In an interview with his local newspaper, the Journal de Saône-et-Loire, published on Friday evening, Thomas Thévenoud admitted he had been late with his tax declaration for three successive years, and that for 2013 alone he had been forced to pay 12,593 euros in penalties. However, he strongly denied ever having made a false declaration or having hidden any assets, saying he was not a “fraudster” but a “careless taxpayer”. He told the paper: “You can accuse me of carelessness – that's legitimate and believe me I'm the first to do so – but not of dishonesty.” The MP blamed his “carelessness” on the pressure of work as he took on more responsibilities as a politician. Thomas Thévenoud added: “Fundamentally, my rigour in my public life was matched only by my carelessness in managing private affairs. I'm paying the political price for it today, and that's only natural.”

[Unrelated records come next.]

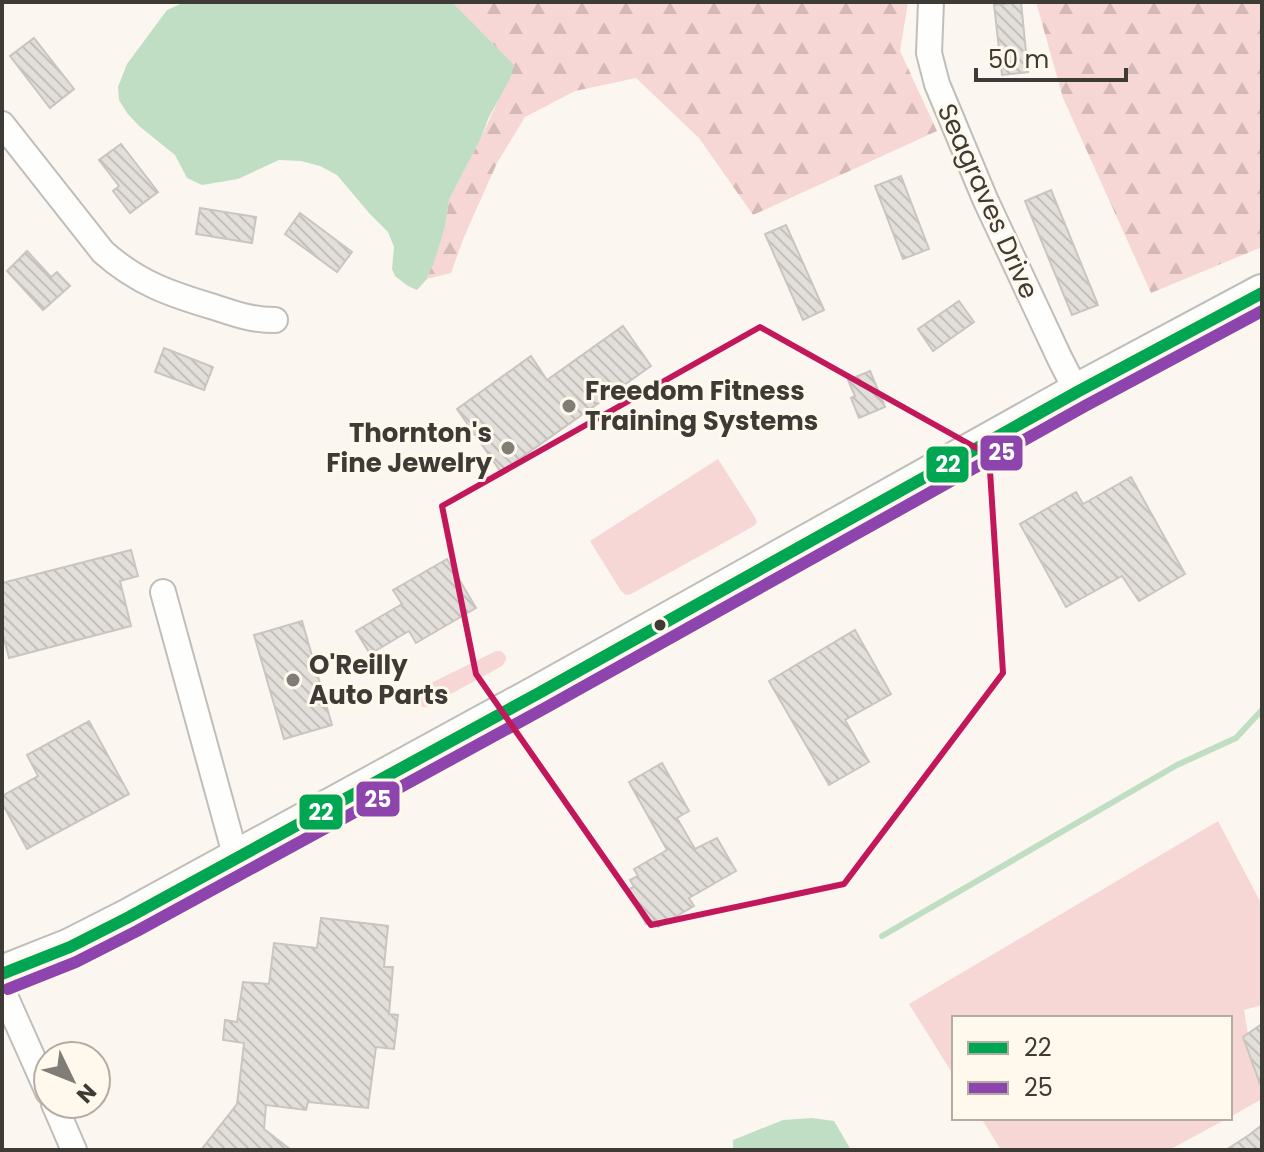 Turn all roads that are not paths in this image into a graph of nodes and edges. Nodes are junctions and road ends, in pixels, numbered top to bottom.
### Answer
1 (931, 2) edge
2 (2, 124) edge
3 (1262, 293) edge
4 (275, 320) dead end
5 (1077, 392) junction
6 (163, 592) dead end
7 (236, 858) junction
8 (16, 968) edge
9 (2, 989) edge
10 (32, 1056) edge
11 (61, 1120) edge
12 (74, 1150) edge

1 - 5 street, Seagraves Drive
2 - 4 street
3 - 5 highway
5 - 7 highway
6 - 7 street
7 - 8 highway
9 - 10 street
11 - 12 street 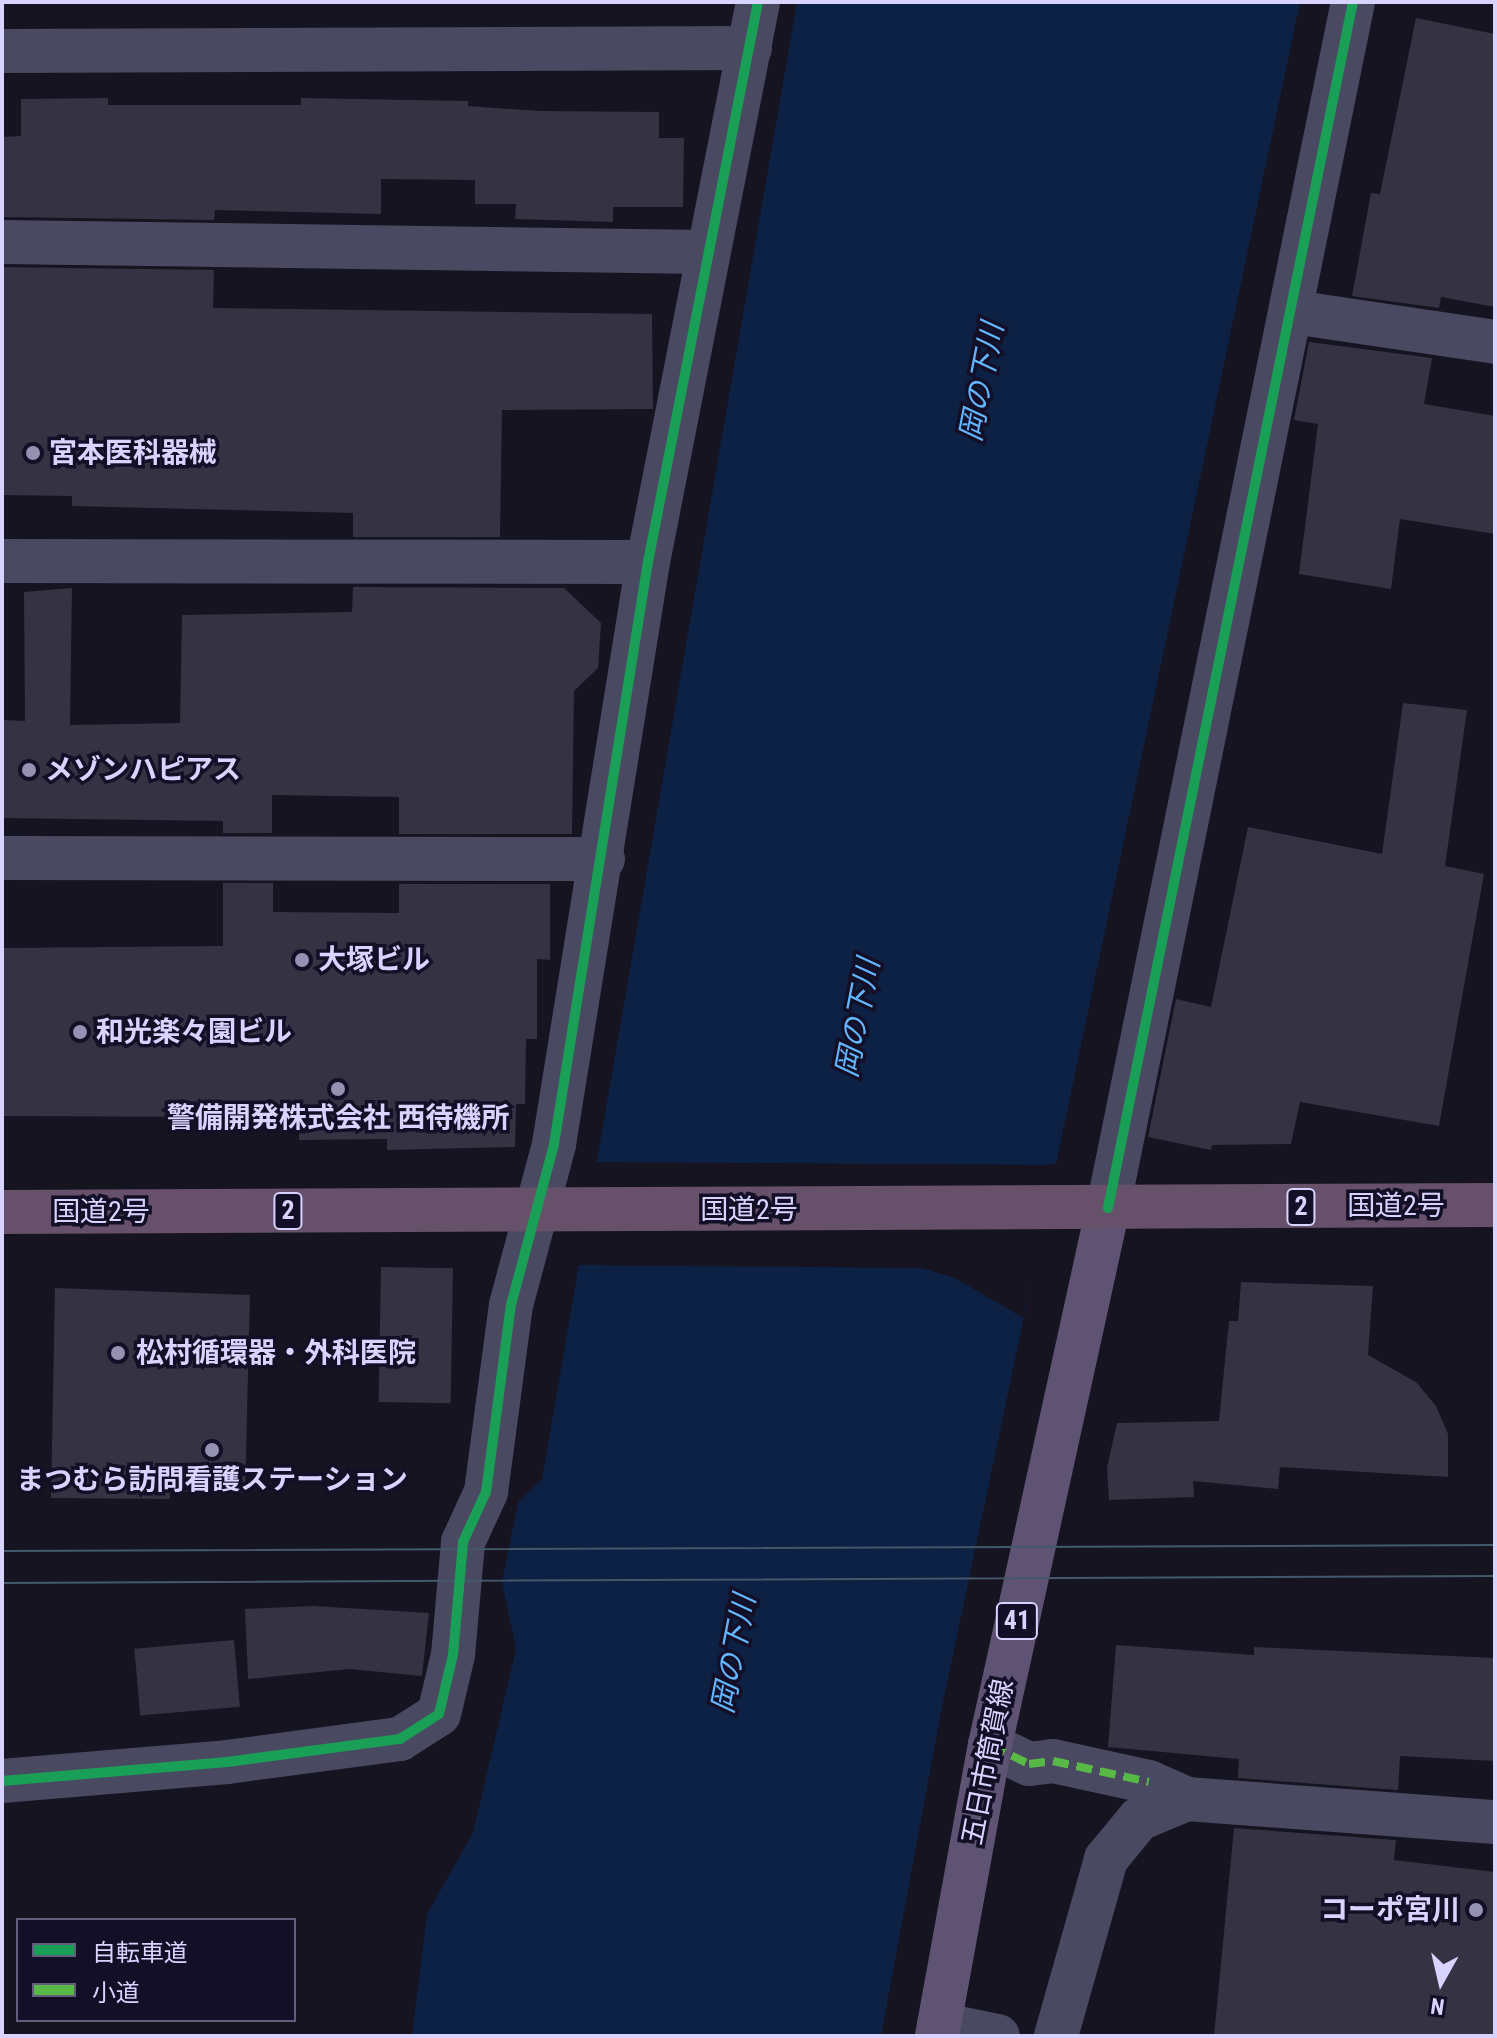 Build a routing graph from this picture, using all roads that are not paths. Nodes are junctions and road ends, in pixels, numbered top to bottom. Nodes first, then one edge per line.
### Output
1 (758, 2) edge
2 (1353, 2) edge
3 (750, 48) junction
4 (2, 51) edge
5 (2, 242) edge
6 (706, 252) junction
7 (1293, 312) junction
8 (1495, 342) edge
9 (2, 561) edge
10 (648, 562) junction
11 (2, 858) edge
12 (603, 859) junction
13 (1495, 1205) edge
14 (1108, 1208) junction
15 (556, 1210) junction
16 (2, 1212) edge
17 (990, 1745) junction
18 (2, 1781) edge
19 (1168, 1791) junction
20 (1495, 1822) edge
21 (938, 2030) edge
22 (998, 2036) edge
23 (1056, 2036) edge

1 - 3 street
2 - 7 street
3 - 4 street
3 - 6 street
5 - 6 street
6 - 10 street
7 - 8 street
7 - 14 street
9 - 10 street
10 - 12 street
11 - 12 street
12 - 15 street
13 - 14 highway, 国道2号 / 2
14 - 15 highway, 国道2号 / 2
14 - 17 main road, 五日市筒賀線 / 41
15 - 16 highway, 国道2号 / 2
15 - 18 street
17 - 19 street
17 - 21 main road, 五日市筒賀線 / 41
19 - 20 street
19 - 23 street
21 - 22 street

The question remains, however, of when precisely Thomas Thévenoud “regularised” his tax issues. Mediapart was alerted to the fact that there were problems with the MP's tax declarations at the end of July, but was not in a position to write with any detail the exact nature of the problems. Did Thomas Thévenoud wait until his appointment before paying the tax he owed? Did he, in that case, enter the government concealing a tax hand grenade that was waiting to go off, running the risk of further destabilising the administration and ruling Socialist Party? According to his interview with his local paper, the former minister says he only paid his back taxes for 2013 and resulting penalties - a total of 41,475 euros - on September 1st, 2014. In other words, after he had already been made a minister.
Thomas Thévenoud had been a surprise nomination to the second Valls government on August 26th. The MP for the Saône-et-Loire in eastern France had at one time been quite close politically to Arnaud Montebourg, the turbulent minister for the economy whose removal from government was the main reason for the reshuffle. Yet at the age of 40, Thomas Thévenoud, who was a spokesman for the Socialist Party group in the National Assembly, was seen as a rising star.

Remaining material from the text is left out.